SANDRA K. JANZEN, MS, RN, CNAA
ASSOCIATE CHIEF OF STAFF/NURSING
JAMES A. HALEY VETERANS' HOSPITAL
TAMPA, FL 33612
COMMITTEE ON VETERANS' AFFAIRS
UNITED STATES SENATE
June 14, 2001
Mr. Chairman and members of the Committee, I am honored to be here to present the Tampa VA Hospital and Clinics' journey for nursing excellence and to describe our environmental characteristics that support professional nursing. In March, we became the first VA organization to achieve the prestigious Magnet designation - recognition by the American Nurses Credentialing Center ( ANCC) for excellence in nursing services. We were the 30th of only 34 facilities nationally to achieve this designation since the program's inception in 1994.
Magnet recognition is an organizational certification process based on quality indicators and standards of nursing practice defined by the American Nurses Association for nurse administrators and nursing services. The primary objective of Magnet recognition relating to this discussion is "to promote quality in a milieu that supports professional nursing practice."
Achieving Magnet recognition requires strong organizational support for professional nursing practice, a positive work environment recognizing the nursing contribution, a culture of excellence, and nursing input into organizational decision-making. A Magnet culture must be real - the site visit depends almost entirely upon the front line nursing staff to validate the written application and working environment.

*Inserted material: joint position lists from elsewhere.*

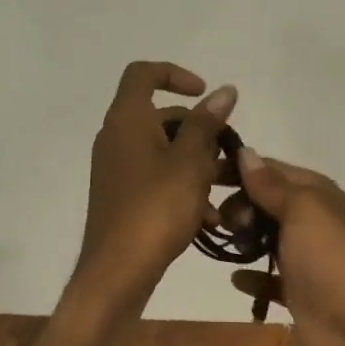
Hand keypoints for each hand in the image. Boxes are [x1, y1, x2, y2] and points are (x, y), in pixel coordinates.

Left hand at [69, 62, 236, 318]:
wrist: (116, 272)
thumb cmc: (156, 208)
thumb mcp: (190, 162)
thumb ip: (207, 123)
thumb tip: (224, 90)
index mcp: (127, 119)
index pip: (143, 73)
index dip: (175, 74)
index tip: (205, 94)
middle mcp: (116, 136)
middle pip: (160, 115)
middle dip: (198, 129)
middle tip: (228, 152)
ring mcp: (116, 166)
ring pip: (162, 149)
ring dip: (195, 162)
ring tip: (226, 188)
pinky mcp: (120, 194)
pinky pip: (155, 175)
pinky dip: (180, 184)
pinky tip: (209, 216)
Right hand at [226, 152, 344, 345]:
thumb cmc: (330, 260)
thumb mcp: (302, 210)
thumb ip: (271, 184)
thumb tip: (246, 153)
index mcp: (319, 195)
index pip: (273, 169)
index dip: (241, 168)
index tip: (205, 173)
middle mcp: (314, 222)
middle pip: (268, 202)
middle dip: (240, 204)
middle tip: (221, 220)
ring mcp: (307, 259)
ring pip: (267, 238)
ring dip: (243, 238)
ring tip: (222, 242)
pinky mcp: (299, 293)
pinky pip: (269, 278)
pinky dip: (252, 276)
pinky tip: (235, 278)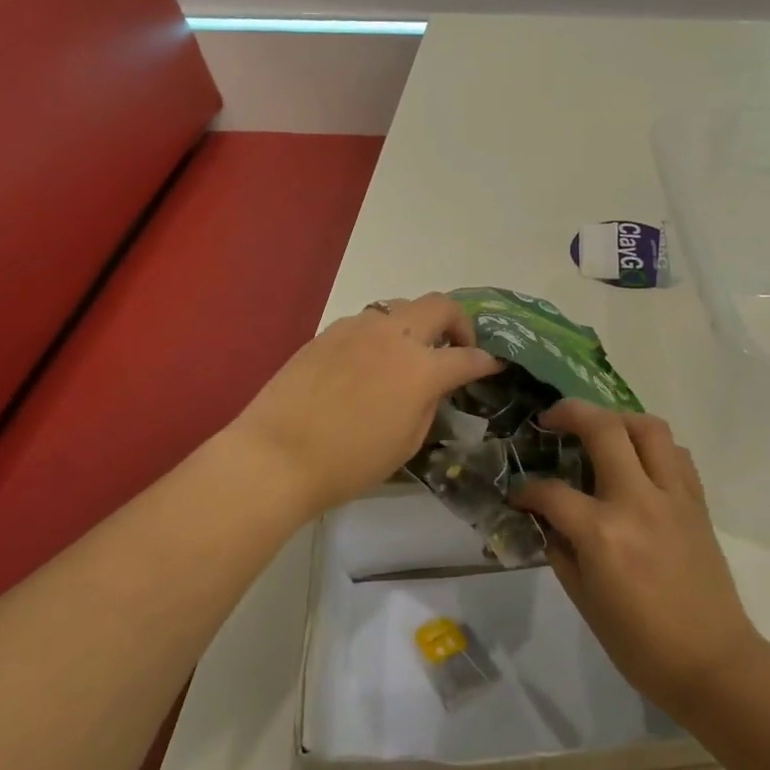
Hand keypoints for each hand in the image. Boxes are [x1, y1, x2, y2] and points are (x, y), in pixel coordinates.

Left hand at [230, 294, 502, 520]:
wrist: (275, 455)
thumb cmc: (348, 463)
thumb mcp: (406, 443)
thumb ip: (428, 404)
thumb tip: (433, 385)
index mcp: (420, 368)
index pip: (467, 357)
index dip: (487, 361)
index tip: (494, 365)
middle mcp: (393, 335)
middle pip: (440, 305)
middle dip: (459, 322)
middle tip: (457, 346)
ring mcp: (357, 328)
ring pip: (400, 307)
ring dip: (416, 325)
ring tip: (410, 353)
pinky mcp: (328, 332)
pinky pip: (367, 322)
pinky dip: (381, 334)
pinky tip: (370, 362)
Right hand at [516, 400, 762, 718]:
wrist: (713, 664)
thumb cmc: (641, 645)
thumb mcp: (585, 601)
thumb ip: (562, 550)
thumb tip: (547, 520)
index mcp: (603, 533)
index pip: (552, 492)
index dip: (527, 491)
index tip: (518, 495)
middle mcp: (638, 501)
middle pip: (604, 429)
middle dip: (570, 413)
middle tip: (551, 419)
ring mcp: (673, 497)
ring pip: (648, 427)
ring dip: (618, 419)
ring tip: (599, 431)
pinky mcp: (697, 502)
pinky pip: (676, 454)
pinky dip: (653, 446)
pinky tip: (638, 462)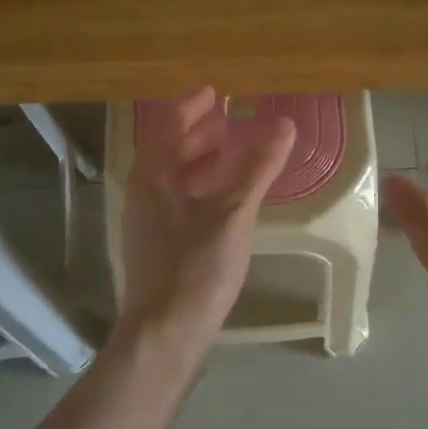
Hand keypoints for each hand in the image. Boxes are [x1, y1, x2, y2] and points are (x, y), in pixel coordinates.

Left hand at [117, 88, 296, 355]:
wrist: (166, 334)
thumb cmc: (196, 268)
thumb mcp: (233, 214)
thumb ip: (258, 168)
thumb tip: (284, 125)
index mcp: (152, 179)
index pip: (167, 127)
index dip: (190, 107)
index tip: (215, 93)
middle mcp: (143, 196)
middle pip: (167, 152)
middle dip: (196, 133)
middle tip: (227, 122)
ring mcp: (148, 224)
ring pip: (172, 180)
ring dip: (199, 161)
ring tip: (230, 154)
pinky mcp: (158, 248)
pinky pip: (178, 202)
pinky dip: (201, 189)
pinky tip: (225, 201)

The Tampa VA set its goal for Magnet recognition to acknowledge the nursing contribution to the organization's quality journey. The Magnet criteria would serve as a guide for self-evaluation. The nursing shortage was beginning and I knew Magnet organizations had less difficulty with recruitment and retention. Lastly, I wanted public validation of our already strong reputation and for VA nursing.
Organizational support for professional nursing practice. Hospital leaders provide strong organizational support for nursing at the Tampa facility with an adequate staff mix and strong educational support for new and existing staff. Nurses are highly integrated in all clinical programs, are leaders within the organization, and are allowed clinical autonomy. The nurse executive has the ability to pilot programs within existing resources to enhance practice. For example, evening and night nursing supervisory positions were eliminated to augment clinical staffing thus empowering nurses to make clinical and administrative decisions.
Positive work environment that recognizes the nursing contribution. Nurses are recognized individually and for team contributions. A Gold Star Program honors employees for exceptional customer service. Thank you letters for outstanding patient care performance are sent from hospital leadership. Nurses receive peer recognition in semi-annual nursing ceremonies. Nurses are respected for their knowledge evidenced by their leadership and membership in clinical teams. As a result of the self-assessment process, enhanced educational opportunities for nurse managers are now provided and a work plan to address nurse satisfaction issues is in place. There is a real commitment to become an Employer of Choice.
Culture of excellence. Magnet criteria address the quality of clinical care. Our organizational expectation for patient care is clinical excellence and veteran-focused. And, our record of measuring nursing quality prepared us for participation in a national quality indicator project to improve nursing practice and satisfaction. Magnet also emphasizes a positive work environment for nurses. Our VA Patient Safety Center is systematically using ergonomic analysis to identify ways to ease the patient care burdens on an aging nursing staff.
Organizational decision-making. The nurse executive is involved in decisions regarding allocation of facility resources. The Facility Quality Council assures nurses are on all Quality Improvement Teams. Nursing staff decisions regarding patient care are respected - nurse managers make critical care bypass decisions based on patient needs and staff availability. One outcome of nursing involvement in decision-making is the installation of ceiling mounted patient lifts in patient care rooms for the new Spinal Cord Injury Center - a direct result of nursing research and input.
Achieving Magnet recognition is not a quick fix for the recruitment and retention problems facing the VA. But the criteria should be used to measure progress toward creation of a Magnet culture that supports professional nursing practice and respects the voice of nursing in organizational decision-making. Really hearing and understanding nurses' concerns are critical if we are to improve the environment for nursing practice and maintain a high quality VA nursing workforce.
The creation of a Magnet culture at Tampa is evident, not only for nursing staff but also all members of the organization. Magnet designation raises the bar for employees by establishing higher standards for performance. As a result, Tampa nurses recognize the increased expectation for providing exceptional care and customer service. They face many workload challenges due to an unrelenting and growing demand, yet remain optimistic. Nurses are proud to work at the Tampa VA.
This concludes my statement. I will be happy to respond to the Committee's questions.